The Speaker of the House of Representatives, Nancy Pelosi, refused to include two of the five Republicans in the committee. She admitted that she had made an “unprecedented decision.”
Democrats and Republicans of the US Congress could not agree on holding a joint trial of the circumstances of the January storming of the Capitol. Plans to form a bipartisan special committee in the House of Representatives of the Congress to deal with this investigation did not lead to anything in the face of acute disagreements between Democrats and Republicans.
The Speaker of the House of Representatives, Nancy Pelosi, refused on Wednesday to introduce two of the five Republicans whose candidacies were previously proposed by Kevin McCarthy to the committee. The latter is the leader of the Republican minority in the lower house of Congress. Pelosi, who represents the ruling Democratic Party, said that she objects to the inclusion of Republican Congressmen Jim Jordan and Jim Banks in the committee. They are among the active supporters of the previous US president and fellow party member Donald Trump.
In her written statement, Pelosi expressed the opinion that the work of Jordan and Banks on the committee could jeopardize the “impartiality of the investigation.” In this regard, the Speaker of the House of Representatives stressed that “she should reject the recommendations regarding the inclusion of Congressmen Banks and Jordan in the special committee.” At the same time, she admitted that she had made an “unprecedented decision.” However, this is required by the “unprecedented nature of [the events] on January 6,” Pelosi is convinced.
For his part, McCarthy described Pelosi’s act as a “blatant abuse of authority.” Her step, the leader of the Republican faction believes, “will cause irreparable damage to this institution,” that is, to the Congress.
McCarthy announced that in light of Pelosi’s actions, he is withdrawing the candidacies of all five of his colleagues who were nominated on Monday. The speaker’s decision means that the special committee, representing only one party, “has lost all legitimacy,” the leader of the Republican minority believes.

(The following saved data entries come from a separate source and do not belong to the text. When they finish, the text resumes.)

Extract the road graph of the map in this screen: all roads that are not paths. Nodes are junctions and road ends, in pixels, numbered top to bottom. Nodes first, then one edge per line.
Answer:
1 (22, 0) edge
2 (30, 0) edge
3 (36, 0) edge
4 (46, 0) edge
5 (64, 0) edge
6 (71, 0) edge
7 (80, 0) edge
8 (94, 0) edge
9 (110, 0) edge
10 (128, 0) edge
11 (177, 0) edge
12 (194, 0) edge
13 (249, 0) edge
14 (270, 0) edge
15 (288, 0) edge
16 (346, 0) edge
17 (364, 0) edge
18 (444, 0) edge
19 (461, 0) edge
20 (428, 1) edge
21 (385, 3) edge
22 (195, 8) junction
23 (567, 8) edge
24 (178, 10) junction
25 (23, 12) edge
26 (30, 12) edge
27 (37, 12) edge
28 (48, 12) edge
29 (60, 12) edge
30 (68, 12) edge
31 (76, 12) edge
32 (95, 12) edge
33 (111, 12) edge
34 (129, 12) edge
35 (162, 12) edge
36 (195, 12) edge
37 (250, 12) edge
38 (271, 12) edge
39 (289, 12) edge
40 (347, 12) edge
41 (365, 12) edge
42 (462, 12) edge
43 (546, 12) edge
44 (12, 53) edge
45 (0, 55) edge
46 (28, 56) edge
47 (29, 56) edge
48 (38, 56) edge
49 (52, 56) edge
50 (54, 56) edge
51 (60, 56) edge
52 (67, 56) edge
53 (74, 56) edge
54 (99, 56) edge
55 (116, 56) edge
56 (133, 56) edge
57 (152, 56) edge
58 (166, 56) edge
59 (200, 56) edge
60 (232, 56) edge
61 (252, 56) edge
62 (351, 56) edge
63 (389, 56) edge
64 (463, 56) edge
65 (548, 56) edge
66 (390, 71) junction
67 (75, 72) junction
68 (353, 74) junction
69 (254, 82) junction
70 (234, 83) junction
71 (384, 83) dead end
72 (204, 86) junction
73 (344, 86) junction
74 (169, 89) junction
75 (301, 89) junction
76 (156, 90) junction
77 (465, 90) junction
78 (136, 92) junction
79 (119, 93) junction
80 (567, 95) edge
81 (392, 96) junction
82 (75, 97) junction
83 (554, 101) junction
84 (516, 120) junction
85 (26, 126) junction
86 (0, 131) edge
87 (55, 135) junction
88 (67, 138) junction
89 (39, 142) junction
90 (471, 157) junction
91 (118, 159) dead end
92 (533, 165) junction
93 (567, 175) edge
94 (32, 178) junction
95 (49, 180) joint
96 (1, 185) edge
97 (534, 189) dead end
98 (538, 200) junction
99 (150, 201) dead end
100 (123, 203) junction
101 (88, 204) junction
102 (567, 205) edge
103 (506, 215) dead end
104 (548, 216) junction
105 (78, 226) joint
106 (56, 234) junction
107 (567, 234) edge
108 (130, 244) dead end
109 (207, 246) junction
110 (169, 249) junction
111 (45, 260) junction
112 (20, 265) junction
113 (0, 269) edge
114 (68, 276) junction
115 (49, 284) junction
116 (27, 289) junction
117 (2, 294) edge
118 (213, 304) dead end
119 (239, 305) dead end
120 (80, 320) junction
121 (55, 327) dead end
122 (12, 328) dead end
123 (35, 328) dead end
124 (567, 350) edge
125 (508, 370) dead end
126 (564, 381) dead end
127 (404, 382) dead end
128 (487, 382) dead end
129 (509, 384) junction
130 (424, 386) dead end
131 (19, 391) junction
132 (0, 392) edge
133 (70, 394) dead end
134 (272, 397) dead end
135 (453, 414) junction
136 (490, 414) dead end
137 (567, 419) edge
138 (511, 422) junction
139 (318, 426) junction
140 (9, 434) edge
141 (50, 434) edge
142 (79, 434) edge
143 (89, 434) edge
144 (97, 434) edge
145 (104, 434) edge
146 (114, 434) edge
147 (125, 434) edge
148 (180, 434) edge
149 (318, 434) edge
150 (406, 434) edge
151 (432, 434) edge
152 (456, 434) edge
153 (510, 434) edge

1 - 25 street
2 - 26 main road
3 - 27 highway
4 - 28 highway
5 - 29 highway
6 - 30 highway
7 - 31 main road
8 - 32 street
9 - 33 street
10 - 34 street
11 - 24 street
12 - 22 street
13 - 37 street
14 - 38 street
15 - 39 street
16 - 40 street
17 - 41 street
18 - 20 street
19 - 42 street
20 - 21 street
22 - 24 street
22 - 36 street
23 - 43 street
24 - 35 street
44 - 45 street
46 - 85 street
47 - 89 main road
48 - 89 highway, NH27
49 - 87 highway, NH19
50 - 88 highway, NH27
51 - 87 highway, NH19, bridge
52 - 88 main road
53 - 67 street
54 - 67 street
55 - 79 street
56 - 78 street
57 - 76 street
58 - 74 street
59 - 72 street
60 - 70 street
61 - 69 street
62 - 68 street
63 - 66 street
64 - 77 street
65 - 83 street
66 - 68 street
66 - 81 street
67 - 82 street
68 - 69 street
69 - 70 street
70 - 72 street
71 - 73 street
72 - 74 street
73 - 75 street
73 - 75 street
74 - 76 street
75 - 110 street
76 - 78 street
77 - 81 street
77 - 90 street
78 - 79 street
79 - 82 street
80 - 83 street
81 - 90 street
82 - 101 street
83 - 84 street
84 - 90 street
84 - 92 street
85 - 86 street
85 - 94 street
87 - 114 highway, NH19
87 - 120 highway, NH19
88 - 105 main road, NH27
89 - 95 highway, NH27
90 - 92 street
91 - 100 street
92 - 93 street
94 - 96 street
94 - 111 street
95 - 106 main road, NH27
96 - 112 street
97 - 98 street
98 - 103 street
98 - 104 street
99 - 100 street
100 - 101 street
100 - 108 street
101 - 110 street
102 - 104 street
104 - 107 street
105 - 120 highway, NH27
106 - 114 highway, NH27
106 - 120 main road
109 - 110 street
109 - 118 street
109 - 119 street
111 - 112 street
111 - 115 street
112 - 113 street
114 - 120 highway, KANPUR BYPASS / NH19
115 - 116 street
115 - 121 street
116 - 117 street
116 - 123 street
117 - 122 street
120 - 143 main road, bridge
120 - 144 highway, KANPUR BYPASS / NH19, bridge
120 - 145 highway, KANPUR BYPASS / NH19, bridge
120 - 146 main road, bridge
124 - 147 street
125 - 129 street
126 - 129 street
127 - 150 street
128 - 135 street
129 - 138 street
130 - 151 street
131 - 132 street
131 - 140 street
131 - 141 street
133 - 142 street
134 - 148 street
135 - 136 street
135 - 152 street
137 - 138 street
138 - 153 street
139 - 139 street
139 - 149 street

In addition, he warned that his party members “will conduct their own investigation of the facts” related to the events of January 6, if Pelosi does not change his decision.”
From the commission to the Committee
The initiative providing for the creation of a committee was approved by the House of Representatives at the end of June. Only two of the 211 Republicans of the lower house of Congress voted for the creation of the committee – Liz Cheney and Adam Kinzinger. Both of them were part of a group of 10 House Republicans who voted in January to impeach Trump.
It was assumed that the special committee would include 13 congressmen from both parties. McCarthy was to propose five of them, and Pelosi was to propose the rest, including the chairman of the committee. It has the right to reject McCarthy’s candidacies and decide who will be included in the final composition of the committee, which will have the authority to subpoena witnesses to its hearings.
In May, the House of Representatives called for the formation of an independent commission under Congress to investigate the January riots. Then 35 Republicans joined the Democrats who approved the proposal. However, in the Senate of Congress, this proposal was blocked by Republicans. Then Pelosi put forward the idea of creating a special committee in the lower house.